Enshrinement of the diagnostic category of FSD has led to a “Holy Grail” quest for the key to unlock female libido. Unlike for men, who can get erections from Viagra and similar drugs, female sexual response is not simply a matter of hydraulics. Testosterone and DHEA work for some women, but they’re by no means panaceas.

Enter Addyi, the first drug approved for treatment of FSD. Addyi is not a hormone; instead, it works on neurotransmitters like dopamine in the brain that are associated with sex drive and response.

But even in the clinical trials leveraged to obtain FDA approval for Addyi, only 10% of women reported “meaningful improvements in satisfying sexual events, sexual desire or distress.” This amounted to an average of an average of 0.5 to 1 additional satisfying sexual experience per month.
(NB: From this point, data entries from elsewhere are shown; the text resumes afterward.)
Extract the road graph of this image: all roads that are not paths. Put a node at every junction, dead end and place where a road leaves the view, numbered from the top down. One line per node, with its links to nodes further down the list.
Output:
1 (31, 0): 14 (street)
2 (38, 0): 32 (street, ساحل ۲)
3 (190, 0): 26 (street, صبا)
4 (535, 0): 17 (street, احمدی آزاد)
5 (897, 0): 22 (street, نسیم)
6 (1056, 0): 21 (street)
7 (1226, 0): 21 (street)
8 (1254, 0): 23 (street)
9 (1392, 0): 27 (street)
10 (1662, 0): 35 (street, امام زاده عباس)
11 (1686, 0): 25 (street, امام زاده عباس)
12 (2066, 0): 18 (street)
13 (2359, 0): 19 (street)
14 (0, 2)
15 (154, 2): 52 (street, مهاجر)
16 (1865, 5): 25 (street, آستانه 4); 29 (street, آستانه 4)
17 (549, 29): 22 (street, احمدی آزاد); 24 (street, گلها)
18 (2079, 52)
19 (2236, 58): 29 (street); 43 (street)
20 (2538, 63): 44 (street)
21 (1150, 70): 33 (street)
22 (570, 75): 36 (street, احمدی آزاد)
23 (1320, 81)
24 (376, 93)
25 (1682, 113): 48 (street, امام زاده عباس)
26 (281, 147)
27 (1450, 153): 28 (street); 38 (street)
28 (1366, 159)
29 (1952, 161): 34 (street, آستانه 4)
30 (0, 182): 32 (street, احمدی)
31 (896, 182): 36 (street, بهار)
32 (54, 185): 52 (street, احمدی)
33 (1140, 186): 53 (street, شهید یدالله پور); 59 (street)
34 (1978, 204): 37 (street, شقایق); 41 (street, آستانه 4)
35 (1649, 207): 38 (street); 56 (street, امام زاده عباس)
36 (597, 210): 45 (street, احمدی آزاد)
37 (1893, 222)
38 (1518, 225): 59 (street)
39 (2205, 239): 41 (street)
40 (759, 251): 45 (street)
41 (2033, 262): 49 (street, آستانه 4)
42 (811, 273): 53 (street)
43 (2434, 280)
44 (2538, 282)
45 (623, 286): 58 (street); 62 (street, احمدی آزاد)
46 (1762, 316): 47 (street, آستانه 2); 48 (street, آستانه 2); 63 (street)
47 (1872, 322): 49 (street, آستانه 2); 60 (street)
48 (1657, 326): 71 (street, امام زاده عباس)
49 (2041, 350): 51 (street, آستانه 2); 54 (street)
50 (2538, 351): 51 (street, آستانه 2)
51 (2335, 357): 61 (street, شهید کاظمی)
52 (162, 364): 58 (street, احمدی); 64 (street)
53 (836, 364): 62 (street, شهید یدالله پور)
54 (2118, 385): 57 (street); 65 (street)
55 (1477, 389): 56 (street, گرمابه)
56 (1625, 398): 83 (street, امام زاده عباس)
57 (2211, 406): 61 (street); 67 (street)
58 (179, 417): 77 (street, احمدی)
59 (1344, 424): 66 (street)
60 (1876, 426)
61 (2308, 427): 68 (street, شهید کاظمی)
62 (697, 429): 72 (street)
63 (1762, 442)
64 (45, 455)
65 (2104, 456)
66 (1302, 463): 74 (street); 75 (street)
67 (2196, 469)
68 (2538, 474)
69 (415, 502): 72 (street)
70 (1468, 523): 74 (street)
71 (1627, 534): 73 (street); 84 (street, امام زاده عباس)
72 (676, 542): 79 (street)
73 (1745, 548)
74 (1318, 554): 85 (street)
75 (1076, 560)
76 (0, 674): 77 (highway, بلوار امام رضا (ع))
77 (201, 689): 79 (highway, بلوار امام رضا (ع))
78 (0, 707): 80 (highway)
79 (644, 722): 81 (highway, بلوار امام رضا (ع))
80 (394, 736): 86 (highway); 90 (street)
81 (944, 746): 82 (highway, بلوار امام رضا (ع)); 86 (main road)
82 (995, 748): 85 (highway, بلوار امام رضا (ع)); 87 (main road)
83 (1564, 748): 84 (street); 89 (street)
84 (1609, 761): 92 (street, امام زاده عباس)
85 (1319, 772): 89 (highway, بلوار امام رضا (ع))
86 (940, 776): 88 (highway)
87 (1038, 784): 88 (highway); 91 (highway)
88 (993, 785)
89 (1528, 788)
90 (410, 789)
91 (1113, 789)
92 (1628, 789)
I’m tempted to wonder what constitutes a half-satisfying sexual event?

Side effects of Addyi include dizziness, drowsiness, nausea, fatigue, and even fainting—all decidedly unromantic.

I looked up online reviews of Addyi, and, while a few were positive, here’s one unhappy customer:

“From day one I felt different. I was drowsy all day for the two months I was on it. On top of that, the dizziness and headaches were nearly unbearable. Driving was terrifying because half the time I couldn’t see very well. But of course I would do anything for my husband. Finally I visited my doctor and explained it to her. My RESTING heart rate was at 140 bpm. (I’m 23, and weigh 110 lbs, and am very healthy). She was furious and shocked that this Addyi company didn’t have full disclosures of all the side effects.”

Although hailed as a breakthrough for women upon its approval in 2015, for obvious reasons, Addyi has far underperformed the blockbuster success of men’s erectile dysfunction drugs; it didn’t come close to “leveling the playing field” between the sexes.

I think that women’s brains—where their libidos reside more so than their reproductive organs—are even more vulnerable than men’s to the subtle effects of relationship problems. Moreover, birth control pills, standard menopausal hormone replacement therapy, anti-depressants, and many other drugs that women frequently take are notorious libido-killers.

In terms of supplements, my go-to’s for FSD are DHEA (best taken under medical supervision) and Maca. Menopausal HRT should always be balanced with small amounts of testosterone to offset androgen suppression that inevitably occurs with estrogens.

Even diet may matter: “Incorporation of healthy dietary patterns into everyday life may positively influence female sexuality”, according to a recent study.